**WHAT IS BEING ASKED:**
Begin at the line below that has "ring pip: (472, 445)" and stop after the line that has "wrist: (935, 501)". Please restate only those lines, word for word.

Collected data
□ □ □
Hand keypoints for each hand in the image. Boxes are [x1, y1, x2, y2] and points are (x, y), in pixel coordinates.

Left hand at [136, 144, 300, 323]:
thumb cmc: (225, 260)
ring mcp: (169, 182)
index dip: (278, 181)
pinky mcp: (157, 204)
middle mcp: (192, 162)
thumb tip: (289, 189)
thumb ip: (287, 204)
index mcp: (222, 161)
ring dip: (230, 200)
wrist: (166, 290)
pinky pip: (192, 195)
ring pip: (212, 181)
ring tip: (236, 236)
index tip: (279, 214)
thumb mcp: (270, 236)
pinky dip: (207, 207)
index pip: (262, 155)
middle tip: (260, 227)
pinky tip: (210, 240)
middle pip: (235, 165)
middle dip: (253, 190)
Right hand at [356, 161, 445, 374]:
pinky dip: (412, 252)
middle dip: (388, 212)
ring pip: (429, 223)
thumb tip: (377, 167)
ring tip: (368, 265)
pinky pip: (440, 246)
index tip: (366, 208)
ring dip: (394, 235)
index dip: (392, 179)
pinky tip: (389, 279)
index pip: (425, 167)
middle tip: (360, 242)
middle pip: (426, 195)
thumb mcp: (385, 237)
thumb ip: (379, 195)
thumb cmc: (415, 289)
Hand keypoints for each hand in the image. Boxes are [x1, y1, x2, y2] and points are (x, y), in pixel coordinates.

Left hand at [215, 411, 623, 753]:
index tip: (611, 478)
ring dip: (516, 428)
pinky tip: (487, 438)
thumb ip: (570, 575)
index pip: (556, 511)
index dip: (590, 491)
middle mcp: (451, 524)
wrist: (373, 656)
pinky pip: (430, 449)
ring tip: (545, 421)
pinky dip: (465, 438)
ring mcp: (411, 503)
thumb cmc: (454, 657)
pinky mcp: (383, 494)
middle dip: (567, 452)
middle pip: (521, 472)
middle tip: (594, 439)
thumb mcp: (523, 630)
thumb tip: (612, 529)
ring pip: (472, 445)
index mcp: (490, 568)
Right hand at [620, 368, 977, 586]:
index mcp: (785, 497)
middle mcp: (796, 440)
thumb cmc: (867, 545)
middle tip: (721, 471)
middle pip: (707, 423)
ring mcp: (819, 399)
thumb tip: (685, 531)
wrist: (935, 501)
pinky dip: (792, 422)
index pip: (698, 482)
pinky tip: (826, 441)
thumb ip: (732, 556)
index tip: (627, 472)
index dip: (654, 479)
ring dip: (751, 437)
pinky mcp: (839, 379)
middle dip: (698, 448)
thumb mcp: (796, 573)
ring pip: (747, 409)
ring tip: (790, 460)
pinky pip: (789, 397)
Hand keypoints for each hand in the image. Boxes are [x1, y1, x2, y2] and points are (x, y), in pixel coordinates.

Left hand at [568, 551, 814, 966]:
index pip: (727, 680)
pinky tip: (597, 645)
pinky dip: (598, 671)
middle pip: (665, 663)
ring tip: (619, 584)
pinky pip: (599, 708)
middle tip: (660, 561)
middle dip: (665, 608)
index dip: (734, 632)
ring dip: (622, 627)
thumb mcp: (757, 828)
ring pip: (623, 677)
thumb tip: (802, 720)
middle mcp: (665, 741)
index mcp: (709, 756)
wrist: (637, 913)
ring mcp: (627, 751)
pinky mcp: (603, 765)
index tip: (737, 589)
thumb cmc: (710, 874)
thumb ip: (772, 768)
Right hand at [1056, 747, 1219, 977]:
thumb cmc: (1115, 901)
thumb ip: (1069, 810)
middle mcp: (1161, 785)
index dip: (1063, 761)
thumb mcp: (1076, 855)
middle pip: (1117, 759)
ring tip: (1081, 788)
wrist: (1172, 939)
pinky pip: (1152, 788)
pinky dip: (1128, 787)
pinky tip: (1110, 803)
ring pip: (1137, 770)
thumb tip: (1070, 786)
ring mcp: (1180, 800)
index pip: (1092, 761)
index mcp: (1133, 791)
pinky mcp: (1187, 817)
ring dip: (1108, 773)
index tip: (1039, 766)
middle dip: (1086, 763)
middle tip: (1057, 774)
□ □ □
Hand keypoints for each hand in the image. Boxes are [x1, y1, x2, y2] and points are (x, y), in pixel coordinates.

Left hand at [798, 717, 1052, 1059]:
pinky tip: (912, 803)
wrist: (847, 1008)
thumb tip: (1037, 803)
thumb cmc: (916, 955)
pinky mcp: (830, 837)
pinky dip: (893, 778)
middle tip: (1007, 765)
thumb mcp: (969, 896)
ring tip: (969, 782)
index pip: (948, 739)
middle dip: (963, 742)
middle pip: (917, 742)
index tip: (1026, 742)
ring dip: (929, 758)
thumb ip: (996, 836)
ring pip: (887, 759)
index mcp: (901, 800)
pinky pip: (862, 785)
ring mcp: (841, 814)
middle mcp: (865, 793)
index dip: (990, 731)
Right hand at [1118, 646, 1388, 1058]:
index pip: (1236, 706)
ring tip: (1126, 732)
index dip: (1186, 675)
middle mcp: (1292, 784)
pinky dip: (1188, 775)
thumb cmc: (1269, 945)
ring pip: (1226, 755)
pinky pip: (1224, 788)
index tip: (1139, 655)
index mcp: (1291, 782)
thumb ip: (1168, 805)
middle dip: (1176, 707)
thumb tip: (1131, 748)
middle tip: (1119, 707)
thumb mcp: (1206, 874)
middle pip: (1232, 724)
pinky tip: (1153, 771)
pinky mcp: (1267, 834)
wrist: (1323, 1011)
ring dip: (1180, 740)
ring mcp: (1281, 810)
□ □ □
**ANSWER SECTION:**
ring pip: (472, 445)
index mcp: (490, 568)
Right hand at [620, 368, 977, 586]:
index mcp: (785, 497)
middle mcp: (796, 440)
thumb cmc: (867, 545)
middle tip: (721, 471)
middle pip: (707, 423)
ring mcp: (819, 399)
thumb tip: (685, 531)
wrist: (935, 501)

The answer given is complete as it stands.